### [DATA IN THIS EXERCISE]
++++++++++++++++++++

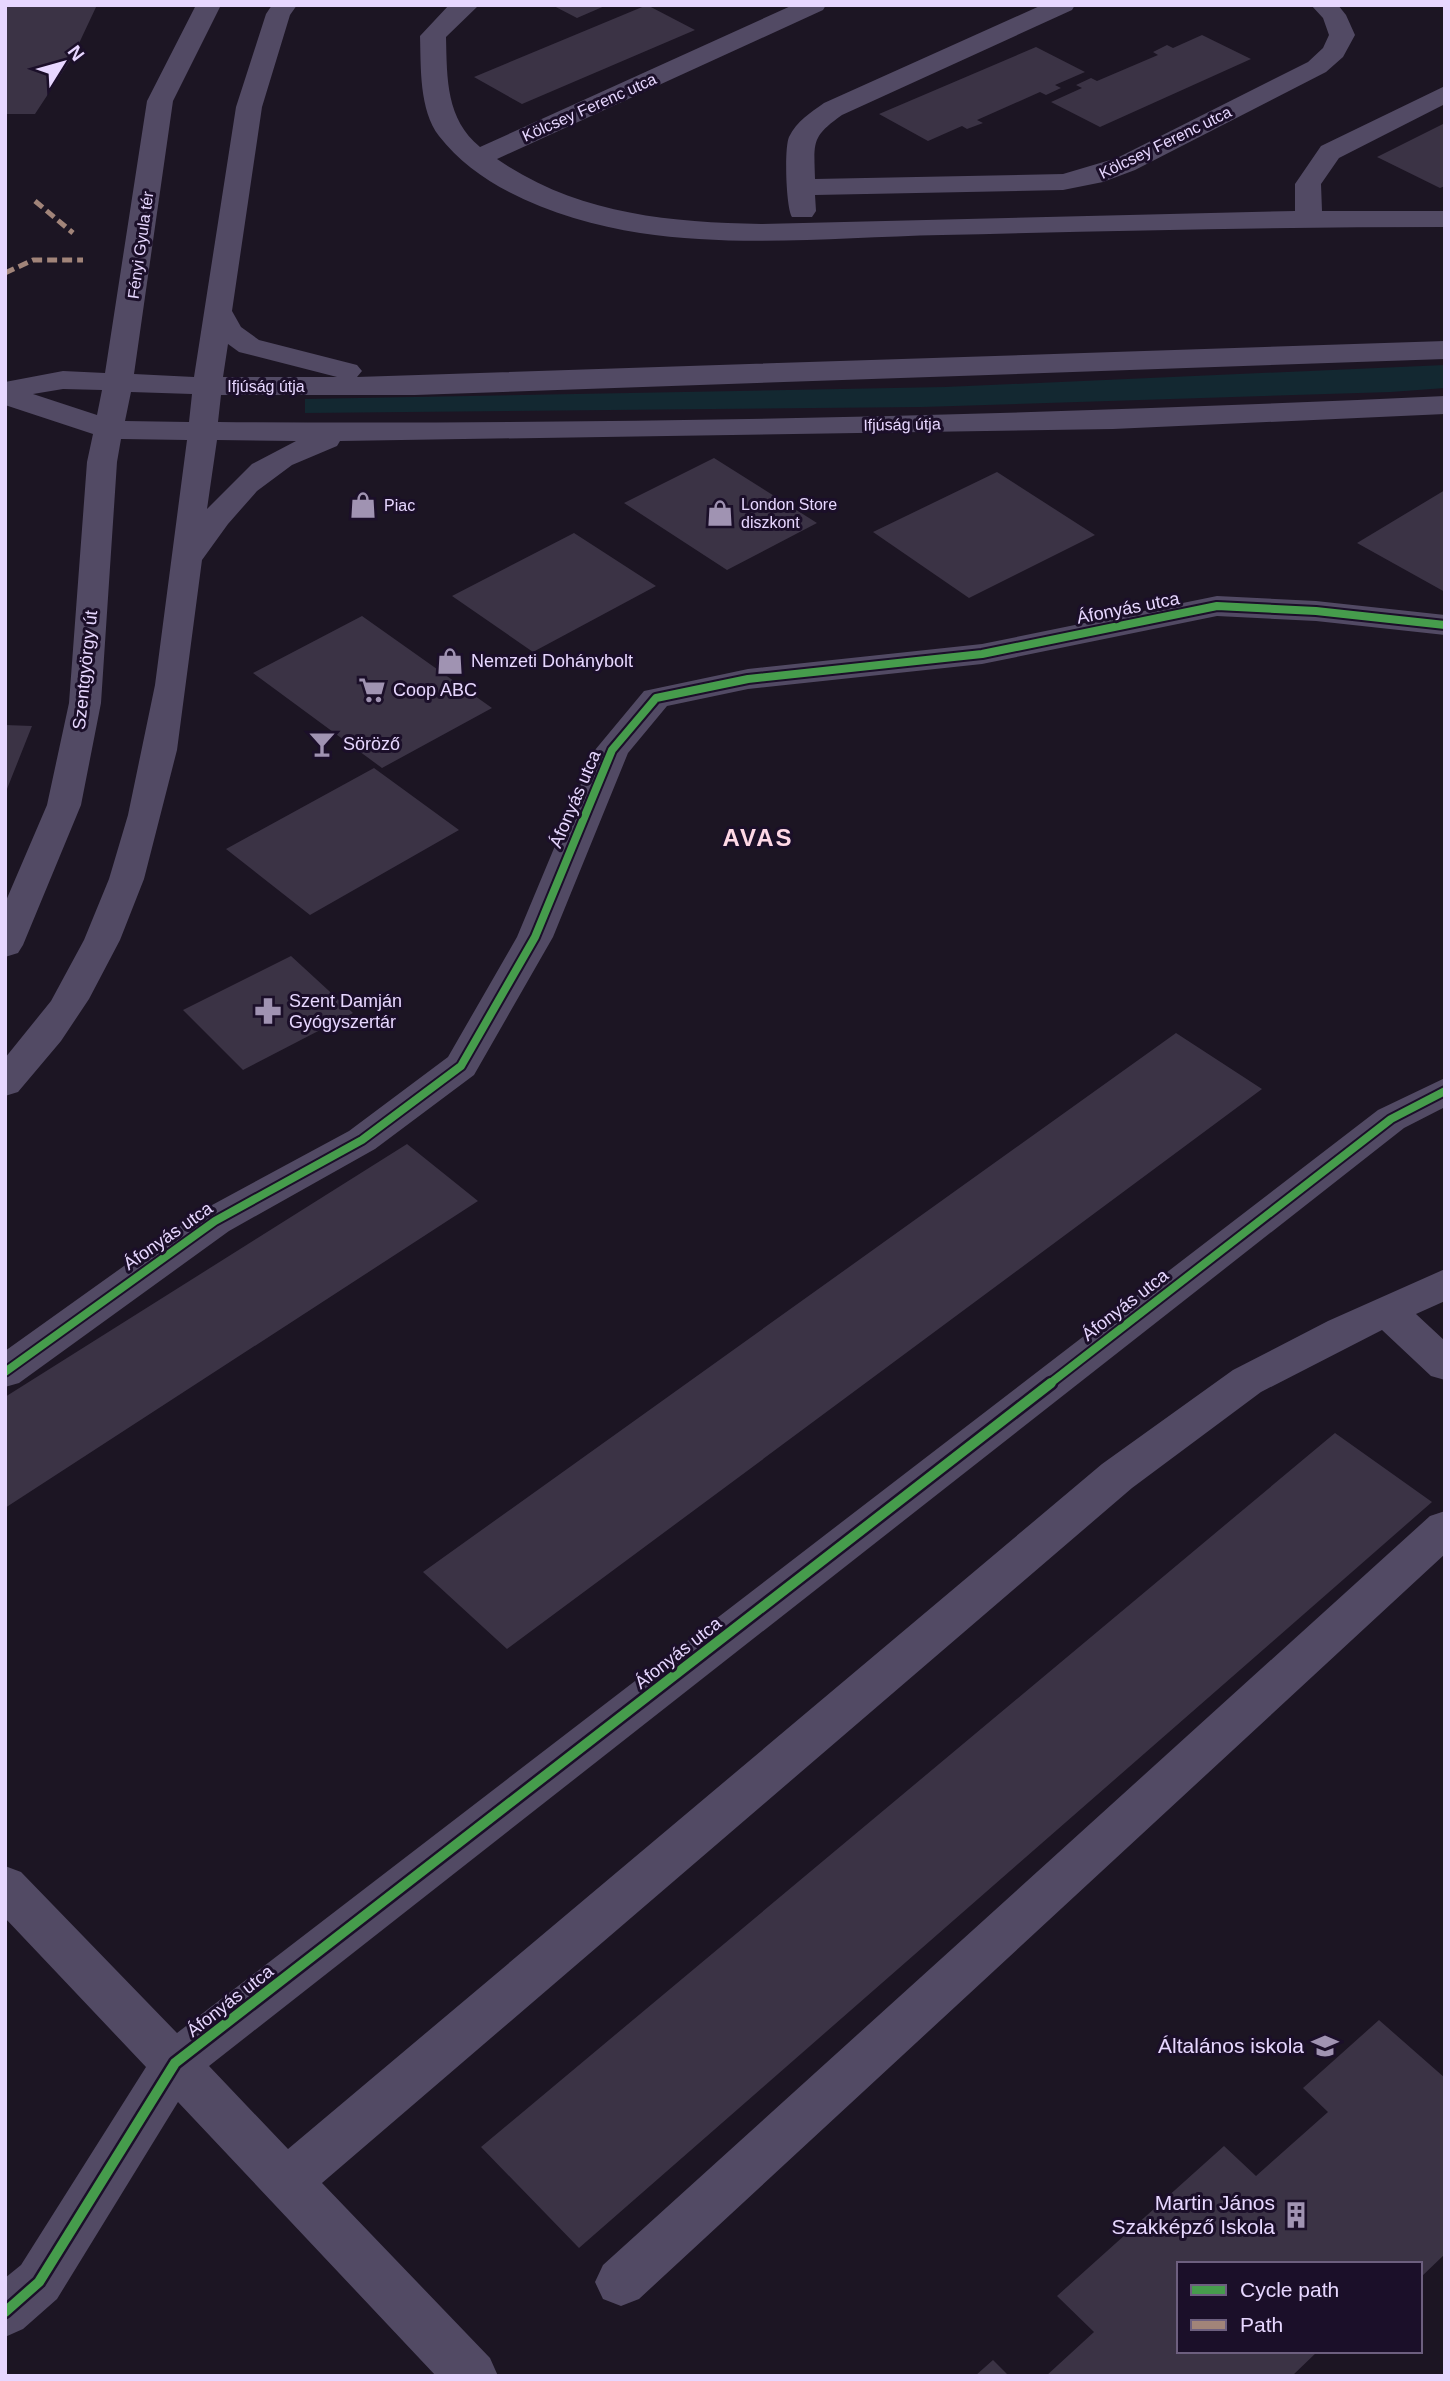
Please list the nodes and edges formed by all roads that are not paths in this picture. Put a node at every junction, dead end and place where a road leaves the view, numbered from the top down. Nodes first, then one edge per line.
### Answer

++++++++++++++++++++

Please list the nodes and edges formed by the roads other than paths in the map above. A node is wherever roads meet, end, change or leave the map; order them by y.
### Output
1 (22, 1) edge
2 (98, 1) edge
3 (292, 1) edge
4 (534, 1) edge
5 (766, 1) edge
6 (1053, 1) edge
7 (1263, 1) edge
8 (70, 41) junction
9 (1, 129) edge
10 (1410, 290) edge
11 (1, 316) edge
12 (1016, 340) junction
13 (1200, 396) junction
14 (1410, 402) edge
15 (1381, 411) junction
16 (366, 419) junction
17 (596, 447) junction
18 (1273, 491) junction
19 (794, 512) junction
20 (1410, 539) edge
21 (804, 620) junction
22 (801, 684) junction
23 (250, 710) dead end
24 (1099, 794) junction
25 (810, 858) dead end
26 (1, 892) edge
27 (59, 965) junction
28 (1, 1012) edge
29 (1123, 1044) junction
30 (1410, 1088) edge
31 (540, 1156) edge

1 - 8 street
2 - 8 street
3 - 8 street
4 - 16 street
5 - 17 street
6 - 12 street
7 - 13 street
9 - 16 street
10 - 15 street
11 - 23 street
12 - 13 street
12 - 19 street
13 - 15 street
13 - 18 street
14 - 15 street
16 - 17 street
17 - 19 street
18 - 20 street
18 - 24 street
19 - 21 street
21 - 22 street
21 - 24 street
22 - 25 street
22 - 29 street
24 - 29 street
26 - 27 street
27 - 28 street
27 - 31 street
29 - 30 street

++++++++++++++++++++

### [PROBLEM TO SOLVE]
Once every line of the material holding the word "Please" has been counted, report the total and nothing more.

### [OUTPUT FOR THIS TASK]
2